[Collected data entries]
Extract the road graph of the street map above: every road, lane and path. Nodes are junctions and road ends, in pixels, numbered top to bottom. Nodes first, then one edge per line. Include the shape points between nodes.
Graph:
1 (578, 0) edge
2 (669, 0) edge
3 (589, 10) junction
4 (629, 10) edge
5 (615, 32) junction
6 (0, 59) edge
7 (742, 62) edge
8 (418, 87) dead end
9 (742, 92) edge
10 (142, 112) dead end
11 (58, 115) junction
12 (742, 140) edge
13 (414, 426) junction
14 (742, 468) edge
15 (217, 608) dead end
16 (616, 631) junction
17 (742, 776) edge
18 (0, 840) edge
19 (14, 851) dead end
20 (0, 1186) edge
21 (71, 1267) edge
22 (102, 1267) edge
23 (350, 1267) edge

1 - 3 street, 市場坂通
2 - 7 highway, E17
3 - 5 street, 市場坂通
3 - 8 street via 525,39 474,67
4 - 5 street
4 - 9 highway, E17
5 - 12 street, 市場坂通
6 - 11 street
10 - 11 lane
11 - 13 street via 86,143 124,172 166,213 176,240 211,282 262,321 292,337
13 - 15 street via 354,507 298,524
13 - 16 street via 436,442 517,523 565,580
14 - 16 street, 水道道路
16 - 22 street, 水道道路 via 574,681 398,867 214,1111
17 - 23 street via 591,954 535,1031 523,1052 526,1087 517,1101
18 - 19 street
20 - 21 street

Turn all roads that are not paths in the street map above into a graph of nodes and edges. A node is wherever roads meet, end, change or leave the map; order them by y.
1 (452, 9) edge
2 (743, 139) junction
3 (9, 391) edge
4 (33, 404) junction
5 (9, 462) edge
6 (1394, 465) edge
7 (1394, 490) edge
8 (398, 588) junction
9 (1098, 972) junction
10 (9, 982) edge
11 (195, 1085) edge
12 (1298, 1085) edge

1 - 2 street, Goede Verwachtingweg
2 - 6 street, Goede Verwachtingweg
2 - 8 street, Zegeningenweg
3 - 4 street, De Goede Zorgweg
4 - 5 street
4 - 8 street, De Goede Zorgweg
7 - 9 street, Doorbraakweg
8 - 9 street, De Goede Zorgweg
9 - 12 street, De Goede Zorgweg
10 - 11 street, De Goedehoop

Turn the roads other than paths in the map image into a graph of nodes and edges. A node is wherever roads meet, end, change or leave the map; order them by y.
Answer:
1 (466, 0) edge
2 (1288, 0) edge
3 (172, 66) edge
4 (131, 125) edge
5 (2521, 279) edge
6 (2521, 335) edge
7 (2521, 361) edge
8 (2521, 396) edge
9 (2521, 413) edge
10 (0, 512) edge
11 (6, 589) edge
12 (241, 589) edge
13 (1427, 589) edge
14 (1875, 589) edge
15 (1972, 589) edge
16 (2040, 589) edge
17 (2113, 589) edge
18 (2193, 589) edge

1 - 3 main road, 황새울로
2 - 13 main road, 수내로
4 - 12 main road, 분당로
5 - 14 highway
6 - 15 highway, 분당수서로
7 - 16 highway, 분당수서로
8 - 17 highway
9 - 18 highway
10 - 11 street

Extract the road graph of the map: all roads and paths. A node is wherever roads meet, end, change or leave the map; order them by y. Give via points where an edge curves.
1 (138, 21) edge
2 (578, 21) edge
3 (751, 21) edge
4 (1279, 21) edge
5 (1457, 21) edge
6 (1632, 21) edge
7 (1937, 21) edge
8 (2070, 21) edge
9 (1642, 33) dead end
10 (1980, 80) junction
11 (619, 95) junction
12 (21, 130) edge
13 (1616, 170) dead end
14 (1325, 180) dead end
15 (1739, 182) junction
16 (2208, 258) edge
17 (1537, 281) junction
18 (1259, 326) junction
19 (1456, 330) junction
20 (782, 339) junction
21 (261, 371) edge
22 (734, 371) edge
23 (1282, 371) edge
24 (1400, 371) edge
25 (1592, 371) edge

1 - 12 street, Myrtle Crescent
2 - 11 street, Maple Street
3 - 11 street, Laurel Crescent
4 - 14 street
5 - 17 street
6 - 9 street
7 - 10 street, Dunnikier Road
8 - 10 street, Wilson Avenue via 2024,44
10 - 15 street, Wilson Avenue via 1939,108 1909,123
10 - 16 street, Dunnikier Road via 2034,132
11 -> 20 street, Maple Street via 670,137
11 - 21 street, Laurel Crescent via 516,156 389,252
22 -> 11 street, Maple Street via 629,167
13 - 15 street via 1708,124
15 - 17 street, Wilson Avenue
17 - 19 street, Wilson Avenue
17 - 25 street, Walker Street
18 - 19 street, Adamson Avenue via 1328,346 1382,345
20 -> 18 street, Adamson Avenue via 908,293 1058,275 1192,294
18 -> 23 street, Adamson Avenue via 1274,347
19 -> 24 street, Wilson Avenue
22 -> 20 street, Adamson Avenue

Exercise requirements: Beginning with the line that holds "Extract the road graph of the map: all", copy the entries exactly to their last line, and leave out every earlier line.

Finished exercise:
Extract the road graph of the map: all roads and paths. A node is wherever roads meet, end, change or leave the map; order them by y. Give via points where an edge curves.
1 (138, 21) edge
2 (578, 21) edge
3 (751, 21) edge
4 (1279, 21) edge
5 (1457, 21) edge
6 (1632, 21) edge
7 (1937, 21) edge
8 (2070, 21) edge
9 (1642, 33) dead end
10 (1980, 80) junction
11 (619, 95) junction
12 (21, 130) edge
13 (1616, 170) dead end
14 (1325, 180) dead end
15 (1739, 182) junction
16 (2208, 258) edge
17 (1537, 281) junction
18 (1259, 326) junction
19 (1456, 330) junction
20 (782, 339) junction
21 (261, 371) edge
22 (734, 371) edge
23 (1282, 371) edge
24 (1400, 371) edge
25 (1592, 371) edge

1 - 12 street, Myrtle Crescent
2 - 11 street, Maple Street
3 - 11 street, Laurel Crescent
4 - 14 street
5 - 17 street
6 - 9 street
7 - 10 street, Dunnikier Road
8 - 10 street, Wilson Avenue via 2024,44
10 - 15 street, Wilson Avenue via 1939,108 1909,123
10 - 16 street, Dunnikier Road via 2034,132
11 -> 20 street, Maple Street via 670,137
11 - 21 street, Laurel Crescent via 516,156 389,252
22 -> 11 street, Maple Street via 629,167
13 - 15 street via 1708,124
15 - 17 street, Wilson Avenue
17 - 19 street, Wilson Avenue
17 - 25 street, Walker Street
18 - 19 street, Adamson Avenue via 1328,346 1382,345
20 -> 18 street, Adamson Avenue via 908,293 1058,275 1192,294
18 -> 23 street, Adamson Avenue via 1274,347
19 -> 24 street, Wilson Avenue
22 -> 20 street, Adamson Avenue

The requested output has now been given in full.